We recently ran into a huge roadblock. We had created an XMPP framework in Cocoa, and we were hoping it would easily port to the iPhone. Turns out we were wrong, because Apple decided to make the NSXML classes (NSXMLDocument, NSXMLElement, NSXMLNode, etc) private! They are supposedly in the private Office framework, however private frameworks can't be used for any intensive purposes. So there we were, heavily invested in NSXML, and Apple pulls the floor out from under our feet. Some web searching quickly revealed that we weren't the only ones in this particular situation. It would seem that Apple is more interested in supporting gaming these days...

So with the NSXML class cluster missing from the iPhone, what are our options?

- The NSXMLParser is available. This gives you a SAX parser, and would be helpful if we only needed to read XML. The problem was, we needed to generate a bunch of XML too, so this only gets us halfway there. Plus if we went this route, we'd have to rewrite all the existing code that already uses NSXMLDocument.

- libxml2 is available on the iPhone.
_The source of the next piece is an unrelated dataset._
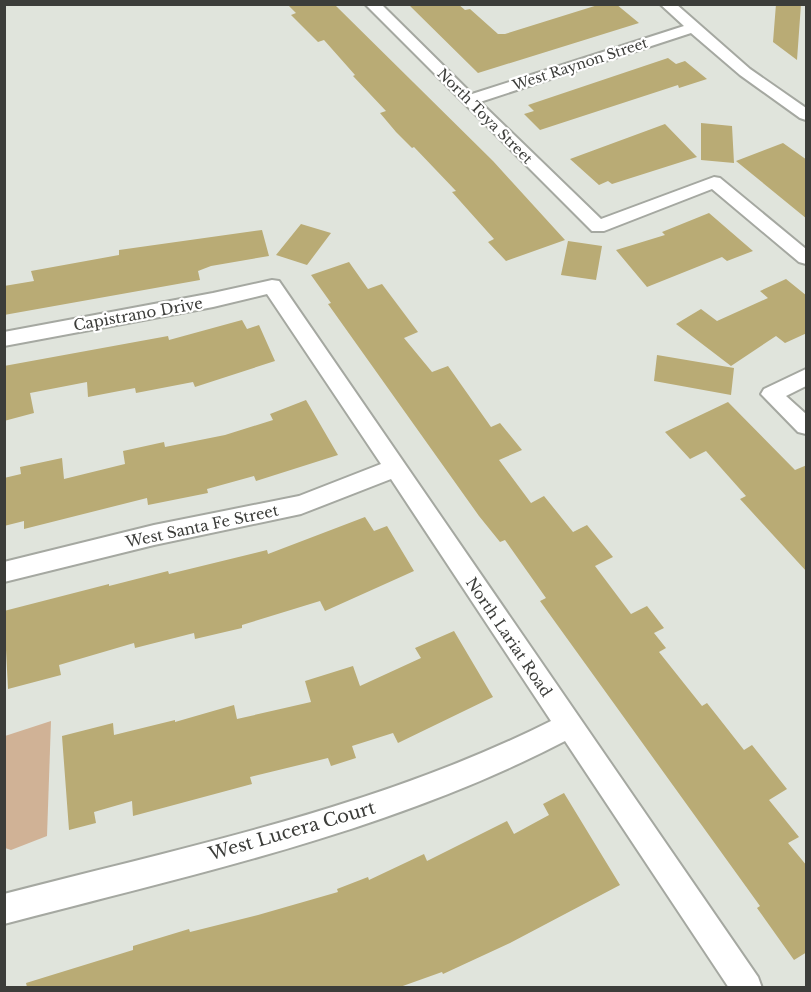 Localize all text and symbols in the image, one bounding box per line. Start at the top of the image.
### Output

This is a C library that's been around for a long time, and it's been available in OS X since like 10.3.9 (or maybe even earlier). This is certainly an option... but it's in C! Surely somebody's made an Objective-C wrapper for it right? Most people think NSXML is a wrapper around libxml. But even if that's true it doesn't help us.

- The Coconut Framework is an Objective-C wrapper around libxml. It's distributed under GPL (but with the possibilty of LGPL or BSD if you talk to the author). It uses a different API than NSXML, likely because it's been around for awhile and NSXML was only added in 10.4. Also, it seems you can only use it to read XML but not generate it.

- TouchXML is another Objective-C wrapper around libxml. It's under a non-restrictive MIT license, and operates as an NSXML replacement. BUT - it gives you read-only support for XML.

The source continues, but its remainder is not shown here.